[[ DATASET EXCERPTS open ]]
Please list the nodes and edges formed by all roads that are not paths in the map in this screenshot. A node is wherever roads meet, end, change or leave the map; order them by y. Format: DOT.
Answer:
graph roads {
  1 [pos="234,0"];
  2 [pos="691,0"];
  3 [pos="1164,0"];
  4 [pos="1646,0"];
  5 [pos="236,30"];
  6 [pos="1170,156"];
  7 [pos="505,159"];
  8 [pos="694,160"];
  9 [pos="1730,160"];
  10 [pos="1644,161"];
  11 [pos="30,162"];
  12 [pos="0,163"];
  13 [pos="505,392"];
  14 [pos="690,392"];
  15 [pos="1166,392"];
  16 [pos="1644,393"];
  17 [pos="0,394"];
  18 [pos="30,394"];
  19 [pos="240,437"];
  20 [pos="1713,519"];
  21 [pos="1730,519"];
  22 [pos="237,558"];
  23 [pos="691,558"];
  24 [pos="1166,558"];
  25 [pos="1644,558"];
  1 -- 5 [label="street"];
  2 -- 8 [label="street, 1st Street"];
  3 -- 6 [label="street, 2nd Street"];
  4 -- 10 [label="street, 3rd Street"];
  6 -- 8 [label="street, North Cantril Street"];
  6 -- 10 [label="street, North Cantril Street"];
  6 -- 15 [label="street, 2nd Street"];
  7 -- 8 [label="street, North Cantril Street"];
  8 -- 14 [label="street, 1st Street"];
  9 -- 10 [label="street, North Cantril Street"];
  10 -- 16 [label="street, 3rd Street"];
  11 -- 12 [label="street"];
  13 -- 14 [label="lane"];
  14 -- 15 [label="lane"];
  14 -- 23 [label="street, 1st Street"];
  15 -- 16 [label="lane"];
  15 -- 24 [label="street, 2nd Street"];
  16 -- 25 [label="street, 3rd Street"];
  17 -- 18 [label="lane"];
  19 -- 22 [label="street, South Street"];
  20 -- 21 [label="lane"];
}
[[ DATASET EXCERPTS closed ]]
(PROBLEM DESCRIPTION) Print all of the entries exactly as they are written.

(EXERCISE RESPONSE)
Please list the nodes and edges formed by all roads that are not paths in the map in this screenshot. A node is wherever roads meet, end, change or leave the map; order them by y. Format: DOT.
Answer:
graph roads {
  1 [pos="234,0"];
  2 [pos="691,0"];
  3 [pos="1164,0"];
  4 [pos="1646,0"];
  5 [pos="236,30"];
  6 [pos="1170,156"];
  7 [pos="505,159"];
  8 [pos="694,160"];
  9 [pos="1730,160"];
  10 [pos="1644,161"];
  11 [pos="30,162"];
  12 [pos="0,163"];
  13 [pos="505,392"];
  14 [pos="690,392"];
  15 [pos="1166,392"];
  16 [pos="1644,393"];
  17 [pos="0,394"];
  18 [pos="30,394"];
  19 [pos="240,437"];
  20 [pos="1713,519"];
  21 [pos="1730,519"];
  22 [pos="237,558"];
  23 [pos="691,558"];
  24 [pos="1166,558"];
  25 [pos="1644,558"];
  1 -- 5 [label="street"];
  2 -- 8 [label="street, 1st Street"];
  3 -- 6 [label="street, 2nd Street"];
  4 -- 10 [label="street, 3rd Street"];
  6 -- 8 [label="street, North Cantril Street"];
  6 -- 10 [label="street, North Cantril Street"];
  6 -- 15 [label="street, 2nd Street"];
  7 -- 8 [label="street, North Cantril Street"];
  8 -- 14 [label="street, 1st Street"];
  9 -- 10 [label="street, North Cantril Street"];
  10 -- 16 [label="street, 3rd Street"];
  11 -- 12 [label="street"];
  13 -- 14 [label="lane"];
  14 -- 15 [label="lane"];
  14 -- 23 [label="street, 1st Street"];
  15 -- 16 [label="lane"];
  15 -- 24 [label="street, 2nd Street"];
  16 -- 25 [label="street, 3rd Street"];
  17 -- 18 [label="lane"];
  19 -- 22 [label="street, South Street"];
  20 -- 21 [label="lane"];
}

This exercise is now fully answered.